What I did notice was that in times when I was stressed my dreams would stop. I would wake up even more upset and would try to go back to sleep desperate to be shown the way.
I did leave Uni with a 1st Class honours degree and was chuffed but at the same time I still felt as though part of me had cheated. I had a sense of guilt as though I had copied even though it was in fact myself whom I had copied from.
Photography Jobs
Post Uni I searched for photographic jobs only to be told time and time again that I was “too qualified but not experienced enough”. What had I worked so hard for? What was the point in putting my heart and soul into getting a 1st when it wasn’t what employers wanted?
I ended up moving back in with my parents. To me I was a failure. From the high of getting the best grades at Uni, to working in various factories and temping in non-related jobs – what was going to become of me?
I ended up working as a temp at a furniture company – now that’s another story and one best left for another time… After 4 years there I had to leave in order to get my life back on track. It was a very low time in my life and my creativity was totally dead. I had not one dream that I could remember in over three years. I had recurring nightmares and they were very scary!
My mum took me on holiday to Egypt, just the two of us, mainly so that I could re-think where my life was heading. Our resort was bombed and we ended up back at home and in shock. The following day we were woken up by a TV crew at the door. This is where the next chapter of my life started…
Back to Photography
I was interviewed by TV crews and our local newspaper the Shropshire Star. Whilst being interviewed the photographer mentioned that they didn’t have many photographers… I found my next job. I was back to my photography. I found my calling and I realised at that point that out of bad things good things come too. It was a tragedy what had happened in Egypt but I could now start to heal my wounds and with luck other people’s too.

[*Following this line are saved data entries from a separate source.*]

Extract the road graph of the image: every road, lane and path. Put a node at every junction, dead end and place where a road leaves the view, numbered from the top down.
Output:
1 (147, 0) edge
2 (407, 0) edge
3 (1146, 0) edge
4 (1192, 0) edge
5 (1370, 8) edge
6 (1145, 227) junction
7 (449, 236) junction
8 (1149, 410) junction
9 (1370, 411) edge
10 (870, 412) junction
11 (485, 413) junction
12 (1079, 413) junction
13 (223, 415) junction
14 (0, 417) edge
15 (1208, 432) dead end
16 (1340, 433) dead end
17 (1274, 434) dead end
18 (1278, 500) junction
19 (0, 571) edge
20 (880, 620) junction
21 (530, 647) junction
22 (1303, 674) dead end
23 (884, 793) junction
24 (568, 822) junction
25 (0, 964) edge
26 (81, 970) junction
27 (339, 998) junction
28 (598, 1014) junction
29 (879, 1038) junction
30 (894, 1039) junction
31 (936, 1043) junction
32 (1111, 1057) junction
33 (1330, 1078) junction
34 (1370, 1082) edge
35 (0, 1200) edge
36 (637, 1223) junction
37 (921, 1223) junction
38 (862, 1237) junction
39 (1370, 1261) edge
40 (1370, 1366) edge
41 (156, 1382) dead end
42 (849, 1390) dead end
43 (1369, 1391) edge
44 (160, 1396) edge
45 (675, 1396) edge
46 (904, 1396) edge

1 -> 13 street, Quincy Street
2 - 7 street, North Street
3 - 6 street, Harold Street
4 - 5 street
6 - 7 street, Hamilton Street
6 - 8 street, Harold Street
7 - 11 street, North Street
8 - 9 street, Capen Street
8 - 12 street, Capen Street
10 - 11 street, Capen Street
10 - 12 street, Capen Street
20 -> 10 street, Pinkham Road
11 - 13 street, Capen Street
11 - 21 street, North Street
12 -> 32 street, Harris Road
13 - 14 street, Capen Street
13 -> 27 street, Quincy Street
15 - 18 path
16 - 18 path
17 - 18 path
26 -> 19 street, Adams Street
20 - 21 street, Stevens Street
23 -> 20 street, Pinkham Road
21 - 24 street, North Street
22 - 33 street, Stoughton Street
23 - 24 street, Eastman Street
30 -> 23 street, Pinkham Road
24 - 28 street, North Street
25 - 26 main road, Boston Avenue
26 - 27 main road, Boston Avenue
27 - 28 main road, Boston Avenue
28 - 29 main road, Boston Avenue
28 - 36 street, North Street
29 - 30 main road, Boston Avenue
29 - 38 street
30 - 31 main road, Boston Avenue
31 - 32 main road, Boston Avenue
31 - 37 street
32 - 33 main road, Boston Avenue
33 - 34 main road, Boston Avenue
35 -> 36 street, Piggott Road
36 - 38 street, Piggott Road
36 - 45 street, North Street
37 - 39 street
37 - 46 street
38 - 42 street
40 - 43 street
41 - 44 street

I worked as a photographer for the newspaper and my creativity returned. I would dream, I would have nightmares too but at least my dreams had returned. I enjoyed being at the newspaper as I regained my confidence and ability behind the camera but I knew that it wasn’t for me. I quit and applied for two jobs, one as a publishing assistant and the other as a youth worker and got both. I also started up my own photography and art business at the same time. I was flat out and doing everything that I loved doing!
I am still at the publishing company eight years later but during that time I have managed to mould my role into something much more suited to me. My job title is now Design & Media Manager. I sadly quit the role as Youth Worker mainly due to lack of time.
As Design & Media Manager I get to use my photographic skills, art and design and computing skills all of which I love and thrive from using.
My Love
Now this is where I take you back to my days at University when I felt like I was a cheat. I have realised now that I am meant to be a photographer and above all an artist. Alongside my career and over the past eight years I have been building up my Sand Art practice.
My paintings have been really important to me in terms of being my own personal art therapy and luckily other people have connected with them too and they are selling well too (www.thesandartist.co.uk). But above all what I have noticed is that I am having my creative dreams again. To me this is now normal and reassuring. I also know that the time to change my path in life is the next time that my dreams stop! I no longer feel like I’m a cheat but instead feel very lucky.
Above: An original Sand Painting by Abigail Humphries.